Bela Lugosi was buried in a cape.
Let This Be a Lesson
Martin Kallikak was a youthful soldier in the Revolutionary War. At a tavern frequented by the militia he met a feeble-minded girl by whom he became the father of a feeble-minded son. In 1912 there were 480 known direct descendants of this temporary union. It is known that 36 of these were illegitimates; that 33 were sexually immoral; that 24 were confirmed alcoholics; and that 8 kept houses of ill-fame. The explanation of so much immorality will be obvious when it is stated that of the 480 descendants 143 were known to be feeble-minded, and that many of the others were of questionable mentality.

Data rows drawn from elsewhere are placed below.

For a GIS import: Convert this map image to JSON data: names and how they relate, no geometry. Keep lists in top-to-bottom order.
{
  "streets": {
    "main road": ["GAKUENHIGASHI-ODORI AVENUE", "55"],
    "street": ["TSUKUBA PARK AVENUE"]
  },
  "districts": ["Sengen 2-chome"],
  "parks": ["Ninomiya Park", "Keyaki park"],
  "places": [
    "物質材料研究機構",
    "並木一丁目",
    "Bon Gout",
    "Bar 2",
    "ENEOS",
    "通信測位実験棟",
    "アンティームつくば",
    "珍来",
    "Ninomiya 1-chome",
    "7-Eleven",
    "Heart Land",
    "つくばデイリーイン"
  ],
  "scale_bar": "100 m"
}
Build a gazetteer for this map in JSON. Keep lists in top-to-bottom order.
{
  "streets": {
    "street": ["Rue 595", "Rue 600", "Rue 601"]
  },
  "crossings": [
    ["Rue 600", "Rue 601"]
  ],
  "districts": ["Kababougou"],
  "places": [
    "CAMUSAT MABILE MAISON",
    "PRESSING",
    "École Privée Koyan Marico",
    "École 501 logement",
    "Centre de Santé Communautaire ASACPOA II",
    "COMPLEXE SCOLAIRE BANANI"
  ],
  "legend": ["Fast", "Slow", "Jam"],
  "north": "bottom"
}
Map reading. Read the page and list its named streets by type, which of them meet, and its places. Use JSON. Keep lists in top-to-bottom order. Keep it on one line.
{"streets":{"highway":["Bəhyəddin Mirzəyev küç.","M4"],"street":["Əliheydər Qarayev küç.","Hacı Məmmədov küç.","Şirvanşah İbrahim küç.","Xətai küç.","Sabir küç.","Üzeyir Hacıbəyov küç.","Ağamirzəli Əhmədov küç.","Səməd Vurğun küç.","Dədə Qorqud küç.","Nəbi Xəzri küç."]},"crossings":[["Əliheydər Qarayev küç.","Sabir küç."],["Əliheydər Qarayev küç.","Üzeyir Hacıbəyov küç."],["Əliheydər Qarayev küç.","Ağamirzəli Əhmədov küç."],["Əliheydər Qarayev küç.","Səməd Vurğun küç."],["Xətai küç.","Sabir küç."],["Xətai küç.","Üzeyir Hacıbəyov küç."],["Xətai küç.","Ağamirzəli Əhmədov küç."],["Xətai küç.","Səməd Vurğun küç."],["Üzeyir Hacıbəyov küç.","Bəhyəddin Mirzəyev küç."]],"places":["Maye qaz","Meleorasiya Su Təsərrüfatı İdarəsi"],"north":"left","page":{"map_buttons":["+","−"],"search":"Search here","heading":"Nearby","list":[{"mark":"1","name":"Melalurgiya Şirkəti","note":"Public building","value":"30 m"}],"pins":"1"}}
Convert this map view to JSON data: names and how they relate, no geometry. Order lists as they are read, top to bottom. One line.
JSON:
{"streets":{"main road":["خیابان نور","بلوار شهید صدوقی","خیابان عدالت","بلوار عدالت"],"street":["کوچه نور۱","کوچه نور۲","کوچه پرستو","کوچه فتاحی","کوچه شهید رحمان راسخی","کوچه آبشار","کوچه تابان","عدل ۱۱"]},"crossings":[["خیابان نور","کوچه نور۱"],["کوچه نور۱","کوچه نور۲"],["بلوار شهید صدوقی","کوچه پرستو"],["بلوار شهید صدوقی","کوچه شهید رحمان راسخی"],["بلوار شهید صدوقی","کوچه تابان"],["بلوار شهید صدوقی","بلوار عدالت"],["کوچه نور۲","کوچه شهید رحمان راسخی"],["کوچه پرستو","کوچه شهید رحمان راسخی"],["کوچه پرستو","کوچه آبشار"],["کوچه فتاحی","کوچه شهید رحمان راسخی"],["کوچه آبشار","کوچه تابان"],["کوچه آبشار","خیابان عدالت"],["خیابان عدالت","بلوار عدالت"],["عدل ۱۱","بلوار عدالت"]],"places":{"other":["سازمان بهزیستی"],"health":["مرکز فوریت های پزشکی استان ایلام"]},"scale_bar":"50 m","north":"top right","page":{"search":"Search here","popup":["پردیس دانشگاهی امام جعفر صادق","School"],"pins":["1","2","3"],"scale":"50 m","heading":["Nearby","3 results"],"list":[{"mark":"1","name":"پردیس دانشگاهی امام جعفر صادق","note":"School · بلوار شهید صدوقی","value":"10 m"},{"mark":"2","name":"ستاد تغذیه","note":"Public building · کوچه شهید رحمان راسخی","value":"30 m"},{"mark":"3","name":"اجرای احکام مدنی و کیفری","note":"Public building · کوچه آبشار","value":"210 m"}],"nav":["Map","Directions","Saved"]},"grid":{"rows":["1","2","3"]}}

A few years after returning from the war this same Martin Kallikak married a respectable girl of good family. From this union 496 individuals have been traced in direct descent, and in this branch of the family there were no illegitimate children, no immoral women, and only one man who was sexually loose. There were no criminals, no keepers of houses of ill-fame, and only two confirmed alcoholics. Again the explanation is clear when it is stated that this branch of the family did not contain a single feeble-minded individual. It was made up of doctors, lawyers, judges, educators, traders, and landholders.
— From Mental Defectives and Sexual Offenders, report of a committee appointed by New Zealand’s minister of health, 1925
Jantar Mantar
Timex had nothing on Jai Singh II. After building this 90-foot sundial, the Indian maharaja always knew the correct time to within half a second — and this was in the early 1700s.
Ben Franklin wrote, “Energy and persistence conquer all things.”
First Class
When Canada Post routes letters to Santa Claus, it uses the postal code “H0H 0H0”.
Notice Anything?
Countries with highest suicide rates (totals per 100,000 people per year, as of June 2006):
- Lithuania: 42.1
- Russian Federation: 38.7
- Belarus: 35.1
- Kazakhstan: 28.8
- Slovenia: 28.1
- Hungary: 27.7
- Estonia: 27.3
- Ukraine: 26.1
- Latvia: 26.0
- Japan: 23.8
The U.S. is ranked number 45.
Stupid Nazis
Hitler thought the moon was made of ice. The idea came from an Austrian engineer named Hanns Hörbiger, who had suggested in 1913 that most objects in the solar system were icy, apparently because they’re shiny. No one took this seriously at the time, but German socialists began to support it during the ’20s, and eventually it became official Nazi policy, an alternative to “Jewish” science.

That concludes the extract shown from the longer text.